Activity:
One figure is wanted here: how many lines in the entries hold the word "than".
─── Data under study ───
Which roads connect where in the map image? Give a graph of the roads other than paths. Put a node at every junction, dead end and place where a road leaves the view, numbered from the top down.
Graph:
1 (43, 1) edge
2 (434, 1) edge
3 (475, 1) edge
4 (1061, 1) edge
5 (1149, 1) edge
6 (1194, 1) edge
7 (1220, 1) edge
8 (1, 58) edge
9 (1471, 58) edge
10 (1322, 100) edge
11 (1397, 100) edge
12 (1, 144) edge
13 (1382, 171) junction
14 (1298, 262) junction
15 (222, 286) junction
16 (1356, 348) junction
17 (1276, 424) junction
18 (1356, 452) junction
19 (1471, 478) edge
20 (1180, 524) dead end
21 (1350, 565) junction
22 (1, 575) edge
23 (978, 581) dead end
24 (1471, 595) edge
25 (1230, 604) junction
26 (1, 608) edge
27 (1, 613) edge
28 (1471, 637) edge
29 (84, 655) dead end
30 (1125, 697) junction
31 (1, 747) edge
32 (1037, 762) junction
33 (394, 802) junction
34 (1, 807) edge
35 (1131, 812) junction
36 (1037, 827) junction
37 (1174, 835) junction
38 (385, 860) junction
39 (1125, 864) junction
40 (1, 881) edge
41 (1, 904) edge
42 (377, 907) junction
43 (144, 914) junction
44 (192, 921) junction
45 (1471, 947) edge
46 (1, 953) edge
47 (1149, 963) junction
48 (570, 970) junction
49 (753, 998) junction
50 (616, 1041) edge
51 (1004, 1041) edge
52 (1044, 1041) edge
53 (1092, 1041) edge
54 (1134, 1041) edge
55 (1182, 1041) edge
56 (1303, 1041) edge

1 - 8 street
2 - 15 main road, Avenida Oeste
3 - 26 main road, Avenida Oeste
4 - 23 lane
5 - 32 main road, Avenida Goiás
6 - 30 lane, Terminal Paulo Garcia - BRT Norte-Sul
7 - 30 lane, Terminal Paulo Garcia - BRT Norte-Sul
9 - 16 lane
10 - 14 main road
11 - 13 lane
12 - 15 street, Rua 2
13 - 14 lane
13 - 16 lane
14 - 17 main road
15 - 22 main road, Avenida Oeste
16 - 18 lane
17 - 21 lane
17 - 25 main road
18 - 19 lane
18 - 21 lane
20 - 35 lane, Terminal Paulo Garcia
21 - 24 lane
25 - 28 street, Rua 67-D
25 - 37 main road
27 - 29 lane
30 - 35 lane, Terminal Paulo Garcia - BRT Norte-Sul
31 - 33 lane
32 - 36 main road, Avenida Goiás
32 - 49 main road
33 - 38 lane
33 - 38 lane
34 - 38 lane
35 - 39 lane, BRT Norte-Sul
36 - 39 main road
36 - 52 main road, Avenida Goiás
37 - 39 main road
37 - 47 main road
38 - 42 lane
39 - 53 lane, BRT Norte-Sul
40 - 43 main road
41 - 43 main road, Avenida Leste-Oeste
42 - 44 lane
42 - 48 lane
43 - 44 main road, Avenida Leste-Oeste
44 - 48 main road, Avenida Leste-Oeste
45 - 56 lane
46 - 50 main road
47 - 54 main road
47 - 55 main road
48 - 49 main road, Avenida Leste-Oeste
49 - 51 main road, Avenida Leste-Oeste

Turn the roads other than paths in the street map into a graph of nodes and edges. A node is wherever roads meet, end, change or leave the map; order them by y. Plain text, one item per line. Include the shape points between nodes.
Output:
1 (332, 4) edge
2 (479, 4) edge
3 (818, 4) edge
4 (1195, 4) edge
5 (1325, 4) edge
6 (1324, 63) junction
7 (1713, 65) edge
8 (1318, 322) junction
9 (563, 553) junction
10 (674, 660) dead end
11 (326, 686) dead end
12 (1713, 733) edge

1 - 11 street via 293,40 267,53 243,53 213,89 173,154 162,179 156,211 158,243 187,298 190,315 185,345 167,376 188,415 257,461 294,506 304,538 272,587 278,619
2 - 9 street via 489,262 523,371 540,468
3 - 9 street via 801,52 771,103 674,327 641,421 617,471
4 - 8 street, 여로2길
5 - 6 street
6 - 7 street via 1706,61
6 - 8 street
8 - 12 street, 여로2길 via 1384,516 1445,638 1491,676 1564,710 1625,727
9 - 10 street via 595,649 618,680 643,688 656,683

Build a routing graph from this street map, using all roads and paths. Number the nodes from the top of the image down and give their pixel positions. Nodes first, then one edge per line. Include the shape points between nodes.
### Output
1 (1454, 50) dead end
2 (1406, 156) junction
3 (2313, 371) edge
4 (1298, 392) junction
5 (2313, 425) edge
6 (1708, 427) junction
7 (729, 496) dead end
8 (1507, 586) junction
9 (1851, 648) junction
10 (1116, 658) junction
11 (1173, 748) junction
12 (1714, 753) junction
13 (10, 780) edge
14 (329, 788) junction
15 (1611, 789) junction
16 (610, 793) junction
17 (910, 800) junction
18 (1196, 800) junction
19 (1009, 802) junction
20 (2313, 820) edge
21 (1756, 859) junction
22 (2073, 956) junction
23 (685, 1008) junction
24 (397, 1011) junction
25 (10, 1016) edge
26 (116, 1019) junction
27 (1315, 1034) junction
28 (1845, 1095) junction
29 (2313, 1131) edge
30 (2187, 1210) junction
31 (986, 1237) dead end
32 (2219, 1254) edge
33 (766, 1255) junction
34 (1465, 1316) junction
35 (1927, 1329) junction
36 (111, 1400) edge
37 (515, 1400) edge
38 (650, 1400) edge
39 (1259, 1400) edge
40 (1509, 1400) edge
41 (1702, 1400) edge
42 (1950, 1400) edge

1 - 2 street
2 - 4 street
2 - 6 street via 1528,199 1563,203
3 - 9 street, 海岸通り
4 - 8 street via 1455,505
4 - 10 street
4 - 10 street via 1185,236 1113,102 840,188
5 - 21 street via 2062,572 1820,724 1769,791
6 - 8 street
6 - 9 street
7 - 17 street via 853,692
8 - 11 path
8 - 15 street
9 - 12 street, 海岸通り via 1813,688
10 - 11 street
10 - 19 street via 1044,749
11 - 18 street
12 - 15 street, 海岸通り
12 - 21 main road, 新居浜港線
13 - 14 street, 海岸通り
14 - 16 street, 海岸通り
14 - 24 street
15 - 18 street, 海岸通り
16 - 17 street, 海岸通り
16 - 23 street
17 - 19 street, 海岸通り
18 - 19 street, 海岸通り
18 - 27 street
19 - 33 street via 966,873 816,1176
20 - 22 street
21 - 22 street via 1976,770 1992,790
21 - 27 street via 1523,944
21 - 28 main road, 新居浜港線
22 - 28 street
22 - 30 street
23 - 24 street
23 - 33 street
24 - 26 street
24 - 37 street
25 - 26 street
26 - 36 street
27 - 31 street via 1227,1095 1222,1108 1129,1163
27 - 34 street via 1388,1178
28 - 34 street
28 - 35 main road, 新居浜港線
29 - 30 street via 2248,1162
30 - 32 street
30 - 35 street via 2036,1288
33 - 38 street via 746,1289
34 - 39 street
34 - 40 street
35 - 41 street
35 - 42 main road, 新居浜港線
───
Exercise solution:
2